> [Task to carry out]
Return the listing exactly. Keep no pictures.

> [Data for review]
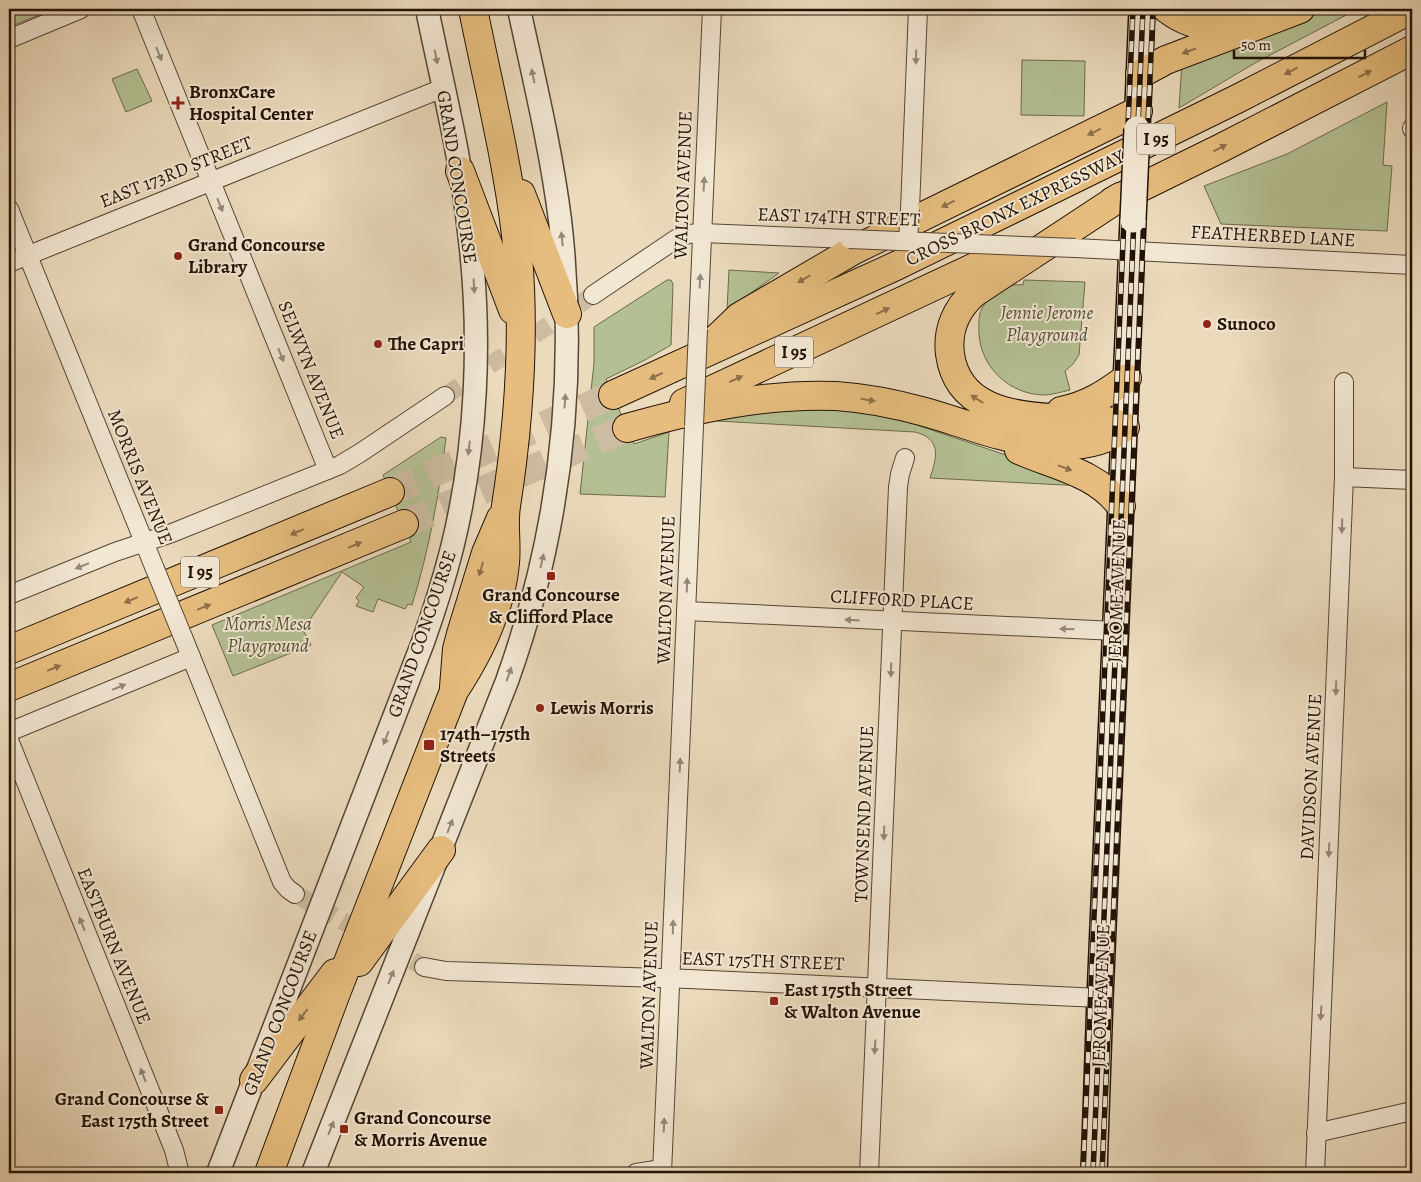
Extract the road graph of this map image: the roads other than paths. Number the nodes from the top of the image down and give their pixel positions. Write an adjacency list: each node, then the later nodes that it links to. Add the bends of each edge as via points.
1 (81, 9): 12 (street)
2 (141, 9): 19 (street, SELWYN AVENUE, one-way to 19)
3 (427, 9): 15 (street, GRAND CONCOURSE, one-way to 15)
4 (473, 9): 17 (main road)
5 (520, 9): 29 (street, one-way to 5, via 556,196)
6 (712, 9): 22 (street, WALTON AVENUE, one-way to 6)
7 (918, 9): 23 (street, one-way to 23, bridge)
8 (1142, 9): 14 (main road, JEROME AVENUE)
9 (1167, 9): 10 (main road, via 1189,22 1216,27)
10 (1299, 9): 14 (main road, one-way to 14, via 1166,60)
11 (1412, 9): 31 (main road, CROSS BRONX EXPRESSWAY / I 95, one-way to 31, via 925,252)
12 (9, 39)
13 (1412, 50): 21 (main road, CROSS BRONX EXPRESSWAY / I 95, one-way to 13, via 1245,136)
14 (1140, 74): 16 (main road, JEROME AVENUE)
15 (443, 88): 18 (street, GRAND CONCOURSE); 19 (street, EAST 173RD STREET)
16 (1138, 120): 21 (main road, JEROME AVENUE, bridge); 31 (main road, one-way to 31, via 848,254 739,317)
17 (499, 138): 29 (main road); 30 (main road, via 516,234)
18 (460, 171): 30 (main road); 64 (street, GRAND CONCOURSE, one-way to 64, via 474,276 474,378 468,456 452,547 423,642)
19 (210, 180): 25 (street, EAST 173RD STREET); 40 (street, SELWYN AVENUE, one-way to 40)
20 (9, 209): 25 (street, MORRIS AVENUE)
21 (1127, 209): 24 (main road, JEROME AVENUE); 36 (main road, one-way to 21, via 983,403 964,388 954,372 950,354 950,331 954,319 964,303 980,288); 37 (main road, CROSS BRONX EXPRESSWAY / I 95, via 920,294 628,428 730,405 774,398 820,396 887,403)
22 (702, 233): 23 (street, EAST 174TH STREET, bridge); 28 (street, EAST 174TH STREET, via 676,239); 48 (street, WALTON AVENUE, one-way to 22, bridge)
23 (908, 241): 24 (street, EAST 174TH STREET, bridge)
24 (1132, 251): 27 (street, FEATHERBED LANE); 32 (main road, JEROME AVENUE)
25 (27, 255): 26 (street, EAST 173RD STREET); 46 (street, MORRIS AVENUE)
26 (9, 263)
27 (1412, 265)
28 (593, 295)
29 (567, 314): 56 (street, one-way to 29, via 516,657 540,568 562,435 568,361)
30 (521, 329): 58 (main road, via 517,428 506,508 503,579 475,658 454,691)
31 (699, 356): 35 (main road, CROSS BRONX EXPRESSWAY / I 95, one-way to 35)
32 (1126, 378): 36 (main road, via 1083,406 1058,412); 38 (main road, JEROME AVENUE)
33 (1344, 382): 41 (street, DAVIDSON AVENUE)
34 (445, 396): 40 (street, via 360,453)
35 (613, 396)
36 (1022, 414): 38 (main road, via 1106,420)
37 (956, 422): 38 (main road, via 1026,441 1055,445 1100,440); 44 (main road, one-way to 44, via 1039,459 1088,476 1110,491)
38 (1124, 427): 44 (main road, JEROME AVENUE)
39 (905, 458): 49 (street, TOWNSEND AVENUE, via 898,486)
40 (328, 470): 46 (street)
41 (1344, 477): 42 (street); 66 (street, DAVIDSON AVENUE, one-way to 66)
42 (1412, 480)
43 (390, 492): 51 (main road, I 95, one-way to 51)
44 (1121, 506): 50 (main road, JEROME AVENUE)
45 (404, 524): 53 (main road, I 95, one-way to 45)
46 (144, 543): 47 (street, one-way to 47); 52 (street, MORRIS AVENUE, bridge)
47 (9, 595)
48 (686, 611): 49 (street, CLIFFORD PLACE, one-way to 48); 60 (street, WALTON AVENUE, one-way to 48)
49 (893, 622): 50 (street, CLIFFORD PLACE, one-way to 49); 61 (street, TOWNSEND AVENUE, one-way to 61)
50 (1116, 631): 63 (main road, JEROME AVENUE)
51 (9, 650)
52 (191, 658): 54 (street, one-way to 52); 57 (street, MORRIS AVENUE, via 282,882)
53 (9, 687)
54 (9, 732)
55 (9, 740): 68 (street, EASTBURN AVENUE, one-way to 55, via 174,1150)
56 (441, 850): 62 (main road); 71 (street, one-way to 56)
57 (295, 894)
58 (354, 948): 62 (main road); 64 (main road, one-way to 64)
59 (424, 967): 60 (street, EAST 175TH STREET, via 446,971)
60 (670, 978): 61 (street, EAST 175TH STREET); 67 (street, WALTON AVENUE, one-way to 60)
61 (878, 988): 63 (street, EAST 175TH STREET); 73 (street, TOWNSEND AVENUE, one-way to 73)
62 (336, 993): 70 (main road)
63 (1100, 998): 74 (main road, JEROME AVENUE)
64 (254, 1080): 69 (street, GRAND CONCOURSE)
65 (1412, 1111): 66 (street)
66 (1316, 1132): 75 (street, DAVIDSON AVENUE)
67 (662, 1171): 72 (street)
68 (179, 1172)
69 (218, 1173)
70 (269, 1173)
71 (313, 1173)
72 (636, 1173)
73 (870, 1173)
74 (1094, 1173)
75 (1315, 1173)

> [Solution to this exercise]
Extract the road graph of this map image: the roads other than paths. Number the nodes from the top of the image down and give their pixel positions. Write an adjacency list: each node, then the later nodes that it links to. Add the bends of each edge as via points.
1 (81, 9): 12 (street)
2 (141, 9): 19 (street, SELWYN AVENUE, one-way to 19)
3 (427, 9): 15 (street, GRAND CONCOURSE, one-way to 15)
4 (473, 9): 17 (main road)
5 (520, 9): 29 (street, one-way to 5, via 556,196)
6 (712, 9): 22 (street, WALTON AVENUE, one-way to 6)
7 (918, 9): 23 (street, one-way to 23, bridge)
8 (1142, 9): 14 (main road, JEROME AVENUE)
9 (1167, 9): 10 (main road, via 1189,22 1216,27)
10 (1299, 9): 14 (main road, one-way to 14, via 1166,60)
11 (1412, 9): 31 (main road, CROSS BRONX EXPRESSWAY / I 95, one-way to 31, via 925,252)
12 (9, 39)
13 (1412, 50): 21 (main road, CROSS BRONX EXPRESSWAY / I 95, one-way to 13, via 1245,136)
14 (1140, 74): 16 (main road, JEROME AVENUE)
15 (443, 88): 18 (street, GRAND CONCOURSE); 19 (street, EAST 173RD STREET)
16 (1138, 120): 21 (main road, JEROME AVENUE, bridge); 31 (main road, one-way to 31, via 848,254 739,317)
17 (499, 138): 29 (main road); 30 (main road, via 516,234)
18 (460, 171): 30 (main road); 64 (street, GRAND CONCOURSE, one-way to 64, via 474,276 474,378 468,456 452,547 423,642)
19 (210, 180): 25 (street, EAST 173RD STREET); 40 (street, SELWYN AVENUE, one-way to 40)
20 (9, 209): 25 (street, MORRIS AVENUE)
21 (1127, 209): 24 (main road, JEROME AVENUE); 36 (main road, one-way to 21, via 983,403 964,388 954,372 950,354 950,331 954,319 964,303 980,288); 37 (main road, CROSS BRONX EXPRESSWAY / I 95, via 920,294 628,428 730,405 774,398 820,396 887,403)
22 (702, 233): 23 (street, EAST 174TH STREET, bridge); 28 (street, EAST 174TH STREET, via 676,239); 48 (street, WALTON AVENUE, one-way to 22, bridge)
23 (908, 241): 24 (street, EAST 174TH STREET, bridge)
24 (1132, 251): 27 (street, FEATHERBED LANE); 32 (main road, JEROME AVENUE)
25 (27, 255): 26 (street, EAST 173RD STREET); 46 (street, MORRIS AVENUE)
26 (9, 263)
27 (1412, 265)
28 (593, 295)
29 (567, 314): 56 (street, one-way to 29, via 516,657 540,568 562,435 568,361)
30 (521, 329): 58 (main road, via 517,428 506,508 503,579 475,658 454,691)
31 (699, 356): 35 (main road, CROSS BRONX EXPRESSWAY / I 95, one-way to 35)
32 (1126, 378): 36 (main road, via 1083,406 1058,412); 38 (main road, JEROME AVENUE)
33 (1344, 382): 41 (street, DAVIDSON AVENUE)
34 (445, 396): 40 (street, via 360,453)
35 (613, 396)
36 (1022, 414): 38 (main road, via 1106,420)
37 (956, 422): 38 (main road, via 1026,441 1055,445 1100,440); 44 (main road, one-way to 44, via 1039,459 1088,476 1110,491)
38 (1124, 427): 44 (main road, JEROME AVENUE)
39 (905, 458): 49 (street, TOWNSEND AVENUE, via 898,486)
40 (328, 470): 46 (street)
41 (1344, 477): 42 (street); 66 (street, DAVIDSON AVENUE, one-way to 66)
42 (1412, 480)
43 (390, 492): 51 (main road, I 95, one-way to 51)
44 (1121, 506): 50 (main road, JEROME AVENUE)
45 (404, 524): 53 (main road, I 95, one-way to 45)
46 (144, 543): 47 (street, one-way to 47); 52 (street, MORRIS AVENUE, bridge)
47 (9, 595)
48 (686, 611): 49 (street, CLIFFORD PLACE, one-way to 48); 60 (street, WALTON AVENUE, one-way to 48)
49 (893, 622): 50 (street, CLIFFORD PLACE, one-way to 49); 61 (street, TOWNSEND AVENUE, one-way to 61)
50 (1116, 631): 63 (main road, JEROME AVENUE)
51 (9, 650)
52 (191, 658): 54 (street, one-way to 52); 57 (street, MORRIS AVENUE, via 282,882)
53 (9, 687)
54 (9, 732)
55 (9, 740): 68 (street, EASTBURN AVENUE, one-way to 55, via 174,1150)
56 (441, 850): 62 (main road); 71 (street, one-way to 56)
57 (295, 894)
58 (354, 948): 62 (main road); 64 (main road, one-way to 64)
59 (424, 967): 60 (street, EAST 175TH STREET, via 446,971)
60 (670, 978): 61 (street, EAST 175TH STREET); 67 (street, WALTON AVENUE, one-way to 60)
61 (878, 988): 63 (street, EAST 175TH STREET); 73 (street, TOWNSEND AVENUE, one-way to 73)
62 (336, 993): 70 (main road)
63 (1100, 998): 74 (main road, JEROME AVENUE)
64 (254, 1080): 69 (street, GRAND CONCOURSE)
65 (1412, 1111): 66 (street)
66 (1316, 1132): 75 (street, DAVIDSON AVENUE)
67 (662, 1171): 72 (street)
68 (179, 1172)
69 (218, 1173)
70 (269, 1173)
71 (313, 1173)
72 (636, 1173)
73 (870, 1173)
74 (1094, 1173)
75 (1315, 1173)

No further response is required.